Last updated on September 25th, 2023 at 01:55 pm
It was without a great deal of surprise that I read yesterday of birther Joseph Farah’s endorsement of Ted Cruz – just in time for Cruz to lose, and lose big, last night. This, Farah was careful to note by the way, was a personal endorsement in his role as editor and founder of World Net Daily and “not a corporate editorial endorsement.”
Farah began by saying, “It’s been a strange 2016 election cycle.” But what is more strange yet is a man who accused President Obama of not being born in the United States now endorses a man not born in the United States. Farah’s selective birtherism has not escaped media scrutiny.
Of course, Ted Cruz is white. Not sayin’. I’m just sayin’.
And it’s not just Cruz. Back in 2012, Farah claimed questions about Romney’s eligibility were an unnecessary distraction for “his team” at WND and would you please stop asking?
Romney, too, is white. Obviously an American, seems to be the logic.
Farah says of the Democratic candidates, “Pick your poison” without any apparent trace of irony. Of course, you have to be a skilled liar to run a gossip sheet like World Net Daily. He could hardly be honest and expect people to go along with what he is peddling.
But that’s a larger problem for the entire Republican Party, where facts just get in the way of a really good story. Nobody knows that better than Donald Trump, who bulldozes through facts with an elephant’s savoir faire.
From that alone you would think Trump would be the natural choice for Farah, but he went with Cruz. Farah tells readers he doesn’t want to “slight” Donald Trump, who afterall performed the valuable role of “breaking the back of political correctness” with his Hitler impersonations, but Cruz is “the real deal.”
I think Ted Cruz’s history demonstrates he has the clearest, most Reaganesque vision of where the country needs to go in its much-needed recovery from eight years of Barack Obama. Cruz is principled, sophisticated and a solid conservative whose understanding of and commitment to the Constitution is unshakeable.
At a time when one of the three branches of the federal government, the Supreme Court, hangs in the balance, it is Ted Cruz who, without question, can be counted upon to nominate justices who will uphold the high standards of Antonin Scalia and the originalists.
Ted Cruz is the real deal.
Farah’s endorsement would not be complete without comparing Cruz to Reagan, who would not even be considered Republican if he were alive today. ‘Tax and Spend’ Reagan not only raised taxes but grew the federal government.

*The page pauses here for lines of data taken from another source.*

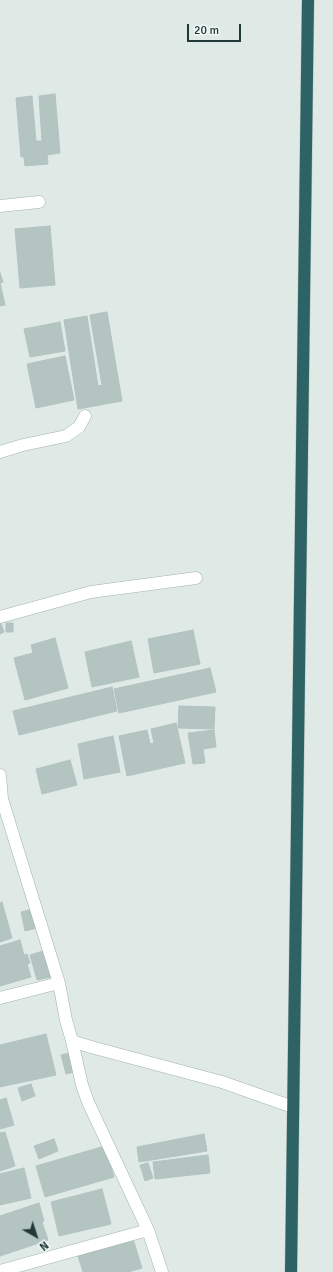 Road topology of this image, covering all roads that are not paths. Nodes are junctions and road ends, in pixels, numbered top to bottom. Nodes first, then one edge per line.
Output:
1 (308, 0) edge
2 (39, 202) dead end
3 (0, 206) edge
4 (85, 416) dead end
5 (0, 452) edge
6 (196, 578) dead end
7 (0, 617) edge
8 (0, 775) edge
9 (1, 800) edge
10 (59, 983) junction
11 (0, 998) edge
12 (72, 1041) junction
13 (292, 1107) junction
14 (148, 1230) junction
15 (0, 1271) edge
16 (162, 1272) edge
17 (290, 1272) edge

1 - 13 highway
2 - 3 street
4 - 5 street
6 - 7 street
8 - 9 street
9 - 10 street
10 - 11 street
10 - 12 street
12 - 13 street
12 - 14 street
13 - 17 highway
14 - 15 street
14 - 16 street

If Cruz is actually like Reagan, there is no better reason for Republican voters to reject him.
Of course facts have nothing to do with it. They never do. This is all about what Farah and other Republicans want to be true.
What is amusing is that while appealing to the past with his comparisons, Farah accuses Clinton and Sanders of having nothing to offer but the past (isn’t that what he just told us Cruz is offering?).
More remarkable still is that in the very next breath he tells us this past has nothing to do with the past 240 years of American history:
It’s also time for all freedom-loving Americans to consider what the Democratic Party nominee has to offer for the future. What Hillary Clinton and Bernie Sanders have to offer is the past. They offer a vision that has nothing in common with what has made America great over the last 240 years. Neither believes in the rule of law, the oldest and greatest Constitution in the world, a free-enterprise system that has made the country the envy of the world, individual rights, Judeo-Christian values, national sovereignty and strictly limited government.
Let’s see. America became a world power thanks to the guy who pulled this country out of a 1-percenter-induced Great Depression, Franklin D. Roosevelt, a Democrat accused of being a socialist.
I don’t think Farah thought this through.
It’s a mystery past, apparently. If you can’t wedge it into the past 240 years, the entirety of American history, you’re at a loss to make sense of his claim. If you figure it out, let me know.
When Farah goes on to claim that America “simply can’t survive another corrupt and lawless White House,” you can only assume that he does not realize it is no longer 2008, the end of a span in which the Bush administration vied with that of Ulysses S. Grant as the most corrupt in American history.
Republicans of 2016 have been very careful to ignore the economic revival of the past seven years, and their rhetoric is always aimed at 2008, while casting the blame for the economic disaster at Obama, and not on the man they like to pretend never existed, George W. Bush.
Farah’s is a fact-free, even nonsensical interpretation of American history in the finest tradition of that religious education specialist, David Barton, who thinks owning copies of original documents bestows magic powers of interpretation, as though even without having to read them – by merely being in their presence – he becomes an expert.
Of course, this is how Religious Right-style Christians, Farah among them, thinks the Bible works too.
Unfortunately, that is not how the world works. Facts do matter. They matter quite a bit. You can reject them, but you can’t escape their effects. What you don’t know – what you pretend not to know – can still hurt you.
As Republicans discovered in both 2008 and 2012.